Court Opinion

ID: 9564647
Source: CourtListenerOpinion
Date Created: 2023-08-21 19:04:47.085881+00
Date Added: 2024-06-11T09:18:35.621315
License: Public Domain

TROUT, Justice,
dissenting from Part III
B, concurring in the result of Part III C, and concurring in the balance of the court’s opinion.
Because I do not agree with the Court’s analysis of the State’s burden on summary judgment or its review of the district court’s ruling on the supplemental affidavit, I must respectfully dissent in part and concur only in the result of the analysis of the Roberts’ affidavit.
When moving for summary judgment, the moving party bears the burden of identifying those elements of its opponent’s case on which no genuine issues of material fact exist. Thomson v. Idaho Ins. Agency, Inc., 126 Idaho 527, 531, 887 P.2d 1034, 1038 (1994). The non-moving party must simply respond by providing evidence of genuine issues of material fact involving any matters challenged by the moving party. Id. at 530, 887 P.2d at 1037 (citing Farm Credit Bank of Spokane v. Stevenson, 125 Idaho 270, 273, 869 P.2d 1365, 1368 (1994)). As the moving party, Rubbermaid bore the initial responsibility of determining those issues of the State’s case on which it intended to move for summary judgment. Rubbermaid asserted three grounds in its motion for summary judgment. Rubbermaid cannot then assert additional issues in its reply brief, technically affording the State no opportunity to respond. See, e.g., McDaniel v. Mississippi Baptist Medical Ctr., 869 F.Supp. 445, 453 (S.D.Miss.1994) (refusing to consider grounds in support of defendant’s summary judgment motion, raised for the first time in defendant’s reply memorandum: “In the interest of fairness, Defendant should not be allowed to raise new grounds for the first time in its rebuttal to which Plaintiff will not have the opportunity to provide an adequate response.”). The burden is on the moving party to assert issues which are not in dispute, not on the non-moving party to object to issues which are not properly before the trial court. There was likewise no burden on the State to request a continuance or submit additional affidavits. The argument about proximate cause was never properly presented by Rubbermaid and, thus, no duty arose for the State to respond. Admittedly, it would have been advisable for the State to alert the district court that the State was not prepared nor intending to respond to Rubbermaid’s new assertions, but I do not believe the district court can consider issues not presented at the outset by the moving party.

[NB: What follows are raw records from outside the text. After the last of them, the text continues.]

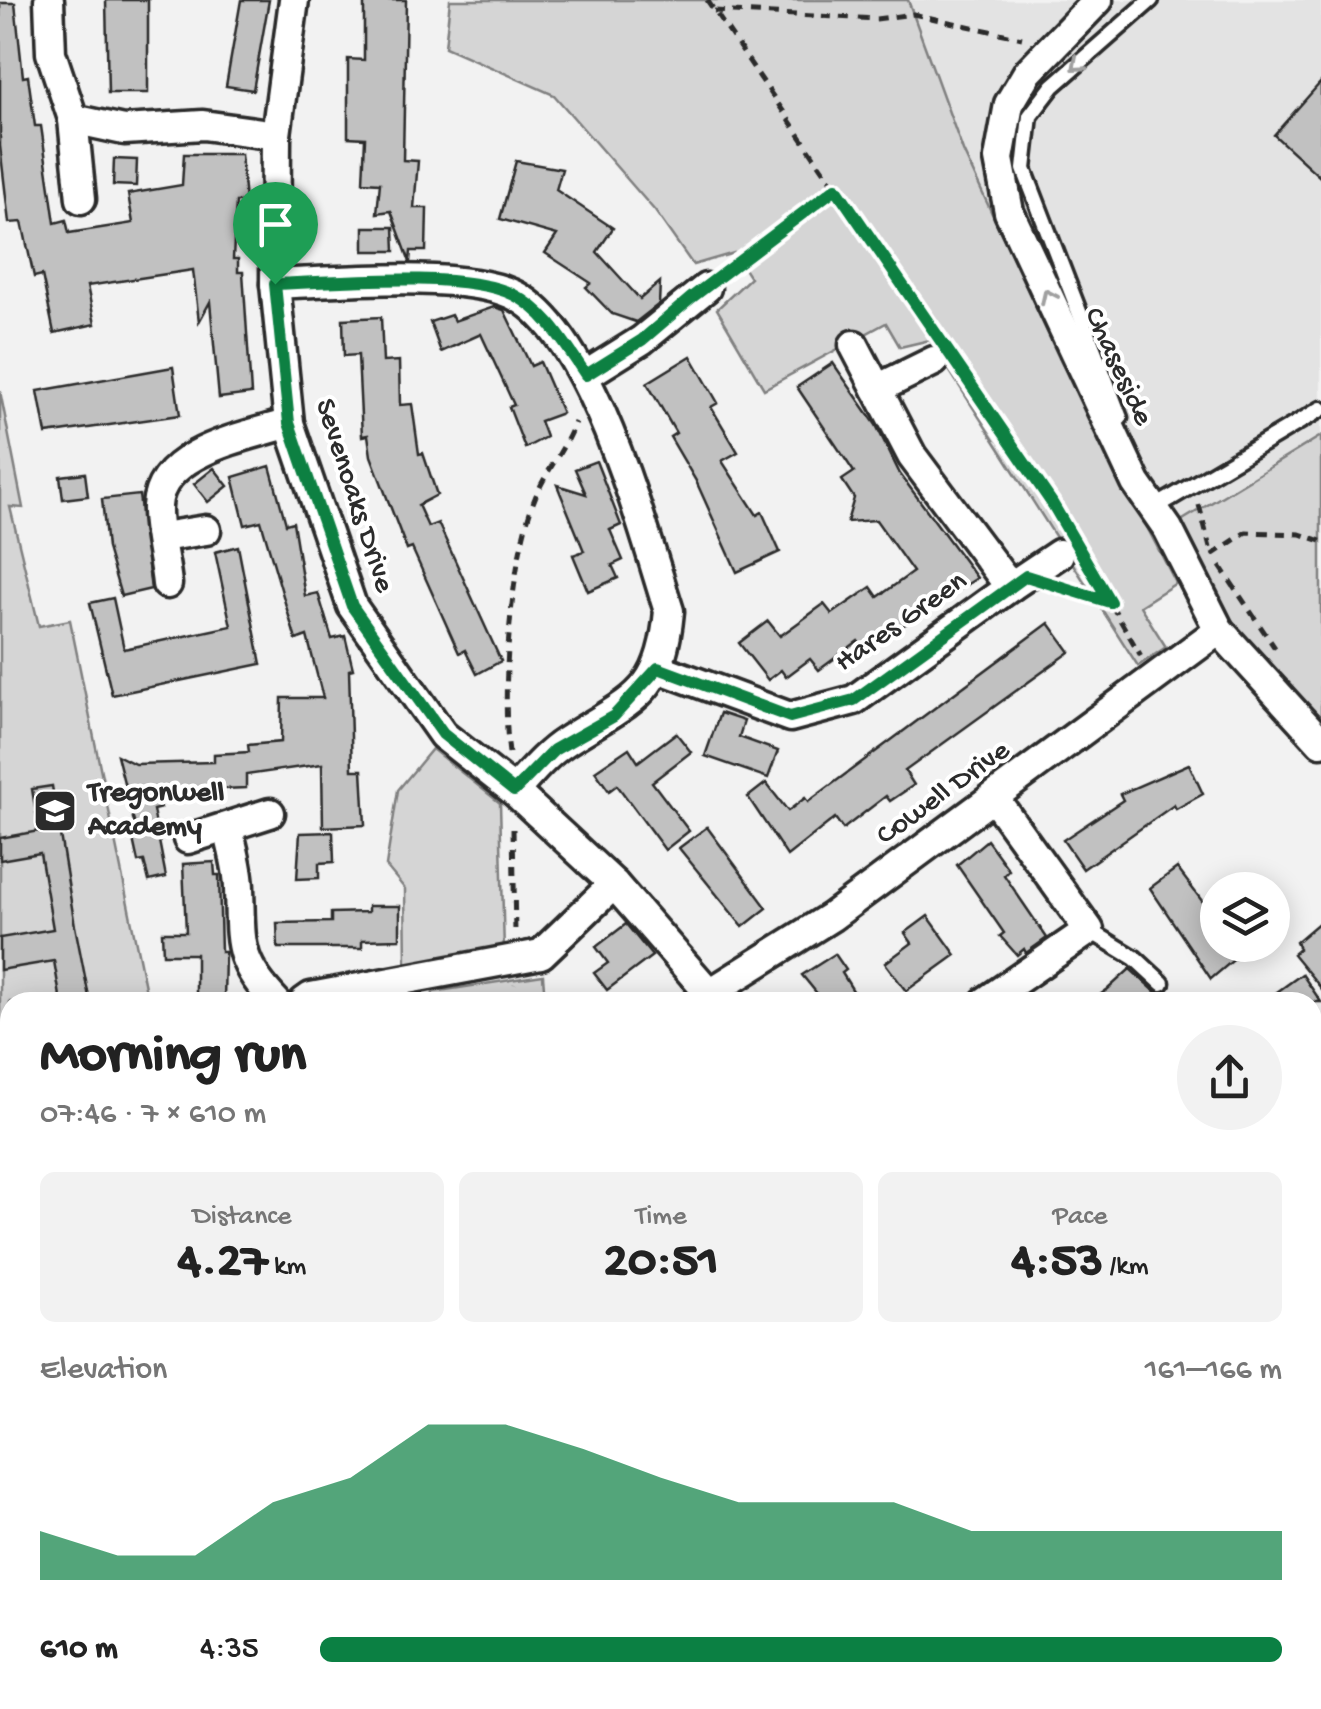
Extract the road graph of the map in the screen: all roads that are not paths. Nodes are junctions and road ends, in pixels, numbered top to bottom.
1 (49, 0) edge
2 (294, 0) edge
3 (1098, 0) edge
4 (1151, 0) edge
5 (73, 118) junction
6 (276, 135) junction
7 (81, 198) dead end
8 (275, 284) junction
9 (706, 288) road end
10 (854, 345) dead end
11 (941, 351) road end
12 (586, 375) junction
13 (877, 389) junction
14 (1321, 409) edge
15 (289, 423) junction
16 (1154, 508) junction
17 (206, 530) dead end
18 (162, 538) junction
19 (1059, 554) dead end
20 (1018, 581) junction
21 (167, 584) dead end
22 (1219, 630) junction
23 (658, 668) junction
24 (1321, 742) edge
25 (514, 791) junction
26 (994, 798) junction
27 (270, 813) dead end
28 (228, 828) junction
29 (188, 839) dead end
30 (614, 884) junction
31 (1089, 930) junction
32 (1162, 983) dead end
33 (266, 992) edge
34 (338, 992) edge
35 (708, 992) edge
36 (722, 992) edge
37 (999, 992) edge

1 - 5 street
2 - 6 street, Sevenoaks Drive
16 -> 3 street, Chaseside
4 -> 16 lane
5 - 6 street
5 - 7 street
6 - 8 street, Sevenoaks Drive
8 - 12 street
8 - 15 street, Sevenoaks Drive
9 - 12 street
10 - 13 street, Hares Green
11 - 13 street
12 - 23 street
13 - 20 street, Hares Green
14 - 16 lane
15 - 18 street
15 - 25 street, Sevenoaks Drive
16 - 22 street, Chaseside
17 - 18 street
18 - 21 street
19 - 20 street, Hares Green
20 - 23 street, Hares Green
22 - 24 street, Chaseside
22 - 26 street, Cowell Drive
23 - 25 street
25 - 30 street, Sevenoaks Drive
26 - 31 street
26 - 36 street, Cowell Drive
27 - 28 street
28 - 29 street
28 - 33 street
30 - 34 street
30 - 35 street, Sevenoaks Drive
31 - 32 lane
31 - 37 street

*360Even if I could accept the district court’s initial ruling on the motion for summary judgment, I disagree that the Court should review the district court’s ruling on the motion to strike. The record makes it clear that the district court considered the supplemental affidavit in denying the State’s motion for reconsideration. After denying the motion, the judge then followed the unusual procedure of striking the affidavit that he had just considered in ruling on the motion, telling the State’s counsel: “Mr. Aherin, I’m going to make it more difficult upon you recognizing that you’re going to take this across the street.” The issue before this Court is the correctness of the district court’s ruling on the motion to reconsider, not the rationality of the district court’s subsequent course of conduct intended to make it “more difficult” for counsel. The district court abused its discretion in denying the motion to reconsider because, as discussed in the Court’s opinion, the supplemental affidavit presented evidence of genuine issues of material fact, precluding the granting of Rubbermaid’s motion for summary judgment. The State clearly should have had an opportunity to respond to Rubbermaid’s assertions regarding proximate cause. The supplemental Roberts affidavit does so and should have been considered. Thus, I agree with the conclusion of the Court in Part III C, although I reach it by a different route.